HealthDay News — An increase in pediatric cannabis exposure was identified following legalization of medical marijuana in Massachusetts in 2012, according to a study published in JAMA Network Open.

Jennifer M. Whitehill, PhD, from the University of Massachusetts Amherst, and colleagues compared pediatric cannabis exposure cases before and after lmedical marijuana was legalized in Massachusetts. Exposure cases included those of 218 children and teenagers as reported to the Regional Center for Poison Control and Prevention (RPC) from 2009 to 2016.

The RPC received 218 calls involving cannabis exposure (98 single substance, 120 polysubstance) in children and teenagers during the 8-year study period. Boys and girls accounted for 60.6% and 39.4% of the total exposure cases, respectively. A 140% increase was seen in the incidence of single-substance cannabis calls, from 0.4 to 1.1 per 100,000 population before and after legalization (incidence rate ratio, 2.4).
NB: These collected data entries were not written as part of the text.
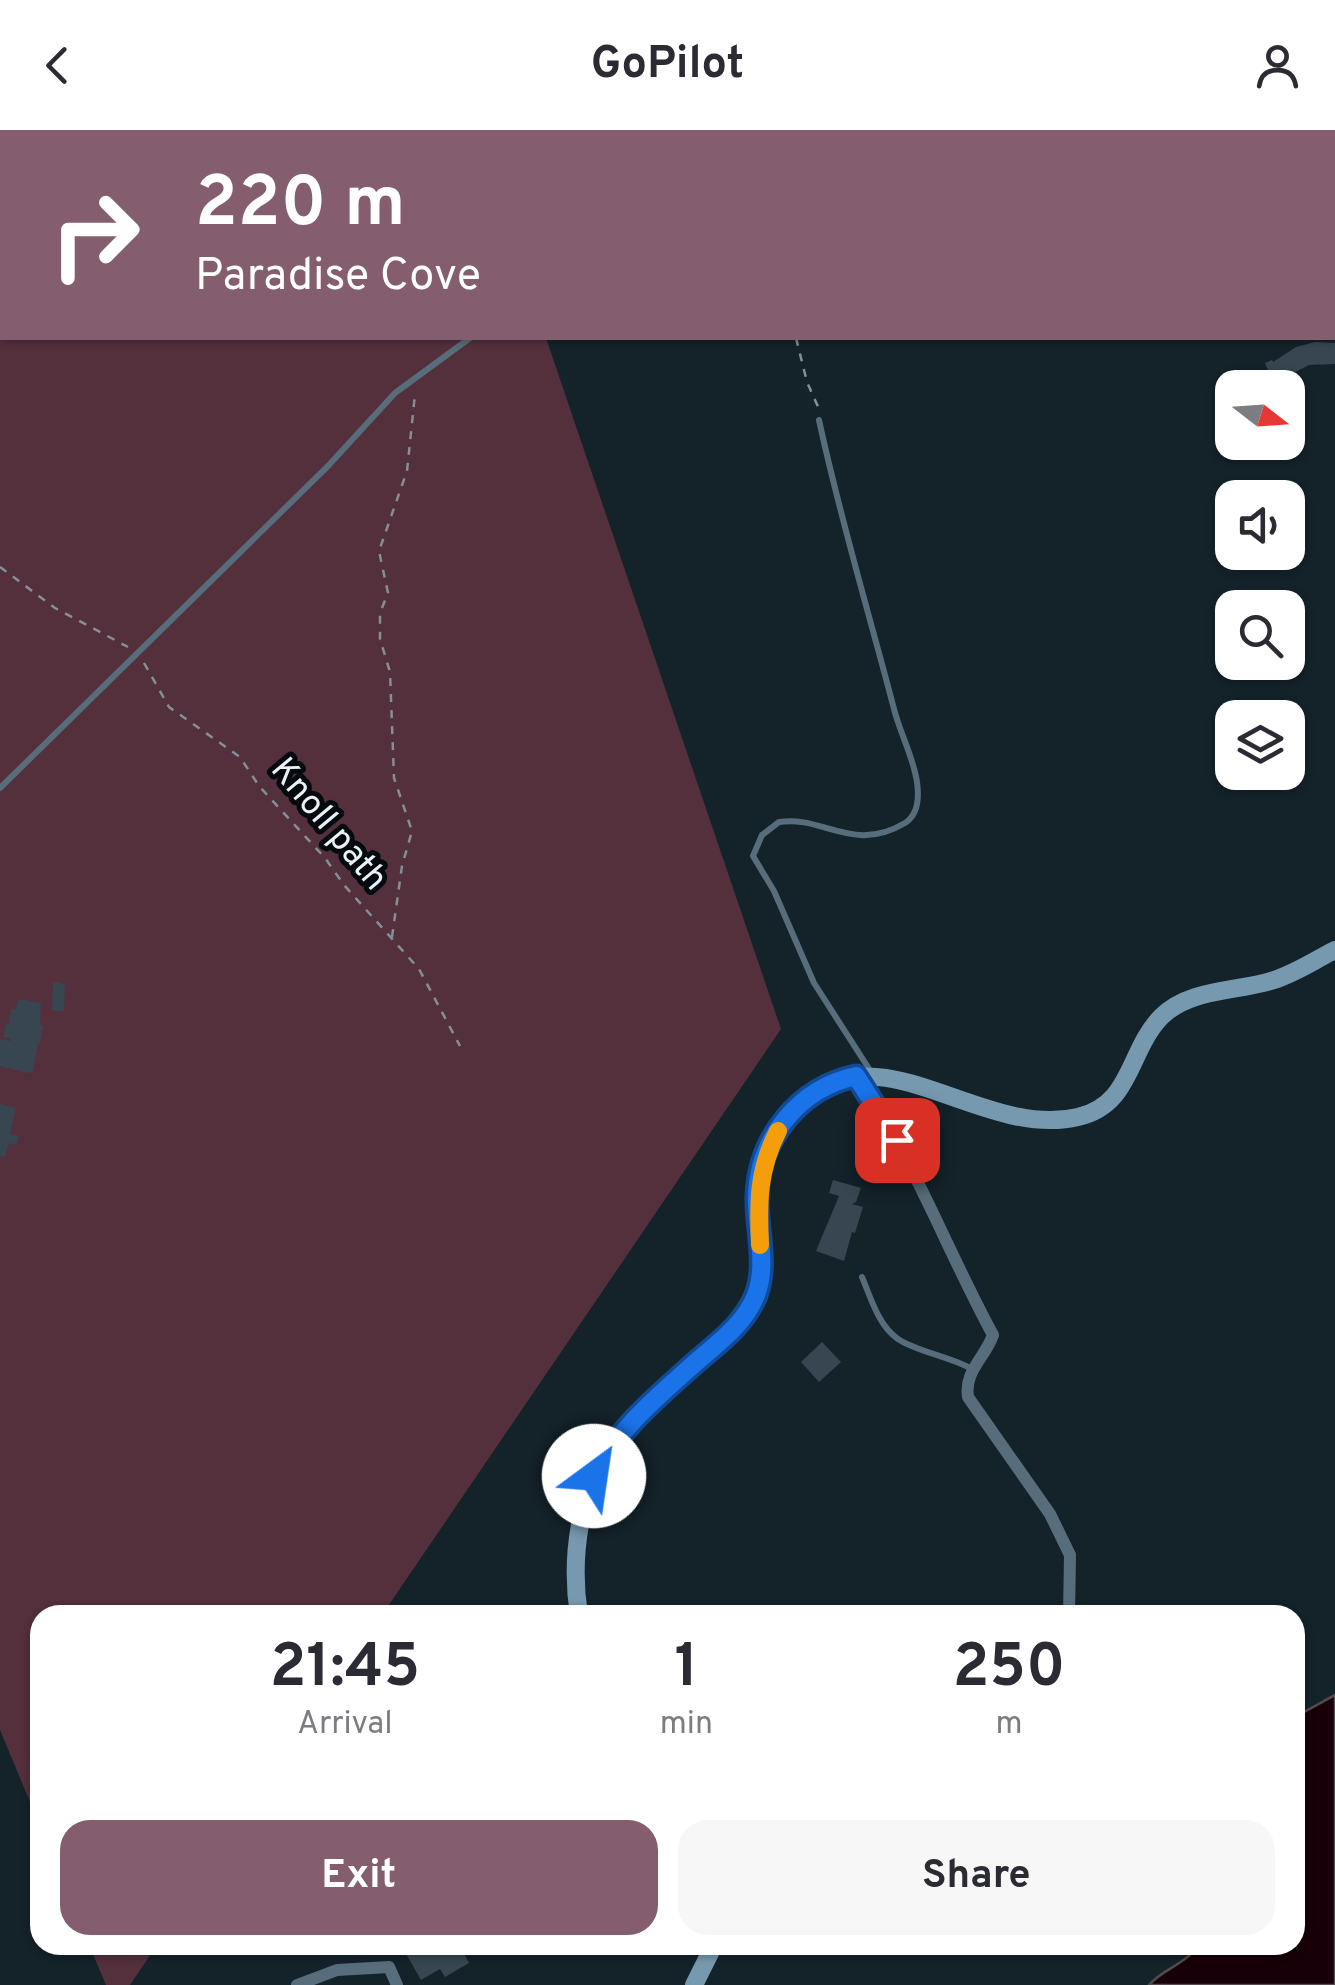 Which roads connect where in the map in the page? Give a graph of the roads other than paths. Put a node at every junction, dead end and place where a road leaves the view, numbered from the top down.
1 (467, 340) edge
2 (819, 420) road end
3 (0, 788) edge
4 (1335, 950) edge
5 (865, 1076) junction
6 (862, 1277) dead end
7 (972, 1369) junction
8 (578, 1605) edge
9 (1069, 1605) edge
10 (709, 1955) edge
11 (297, 1985) edge
12 (396, 1985) edge
13 (694, 1985) edge

1 - 3 lane
2 - 5 lane
4 - 5 street
5 - 7 street
5 - 8 street
6 - 7 lane
7 - 9 street
10 - 13 street
11 - 12 street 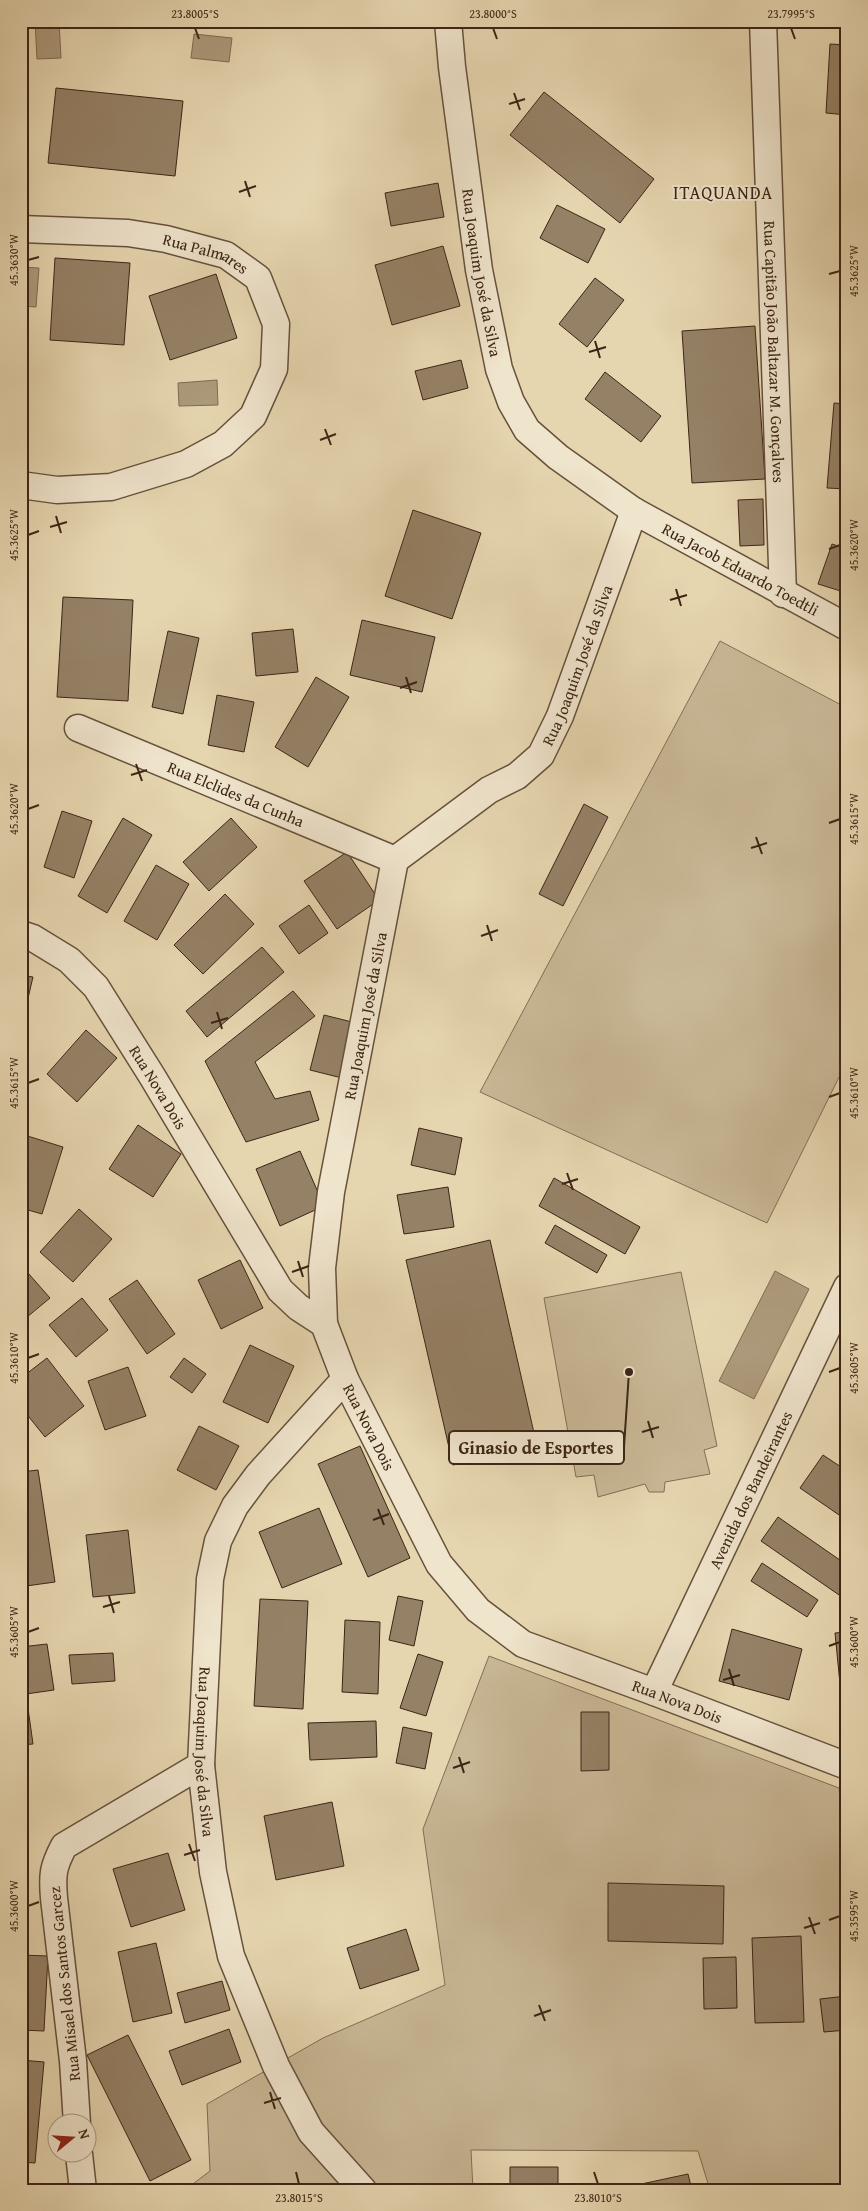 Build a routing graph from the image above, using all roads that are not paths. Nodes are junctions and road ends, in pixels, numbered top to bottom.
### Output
1 (448, 21) edge
2 (763, 21) edge
3 (21, 229) edge
4 (21, 485) edge
5 (634, 511) junction
6 (783, 594) junction
7 (847, 627) edge
8 (78, 728) dead end
9 (395, 860) junction
10 (21, 934) edge
11 (847, 1288) edge
12 (324, 1324) junction
13 (345, 1379) junction
14 (654, 1692) junction
15 (200, 1765) junction
16 (847, 1767) edge
17 (76, 2114) edge
18 (80, 2164) edge
19 (83, 2190) edge
20 (363, 2190) edge

1 - 5 street, Rua Joaquim José da Silva
2 - 6 street, Rua Capitão João Baltazar M. Gonçalves
3 - 4 street, Rua Palmares
5 - 6 street, Rua Jacob Eduardo Toedtli
5 - 9 street, Rua Joaquim José da Silva
6 - 7 street, Rua Jacob Eduardo Toedtli
8 - 9 street, Rua Elclides da Cunha
9 - 12 street, Rua Joaquim José da Silva
10 - 12 street, Rua Nova Dois
11 - 14 street, Avenida dos Bandeirantes
12 - 13 street, Rua Nova Dois
13 - 14 street, Rua Nova Dois
13 - 15 street, Rua Joaquim José da Silva
14 - 16 street, Rua Nova Dois
15 - 17 street, Rua Misael dos Santos Garcez
15 - 20 street, Rua Joaquim José da Silva
18 - 19 street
The highest frequency of RPC-reported cannabis exposures was for those aged 15 to 19 years (81.7% of calls). For all age groups, an increase in the proportion of all RPC calls due to single-substance cannabis exposure was documented, from 29 to 69 before and after legalization of medical marijuana. For most age groups, exposure to edible products increased after legalization.

“The increase occurred despite the cannabis product packaging being designed to be difficult for young children to open, being unappealing to the youth, and requiring warning labels instructing that the product be kept away from children,” the authors write.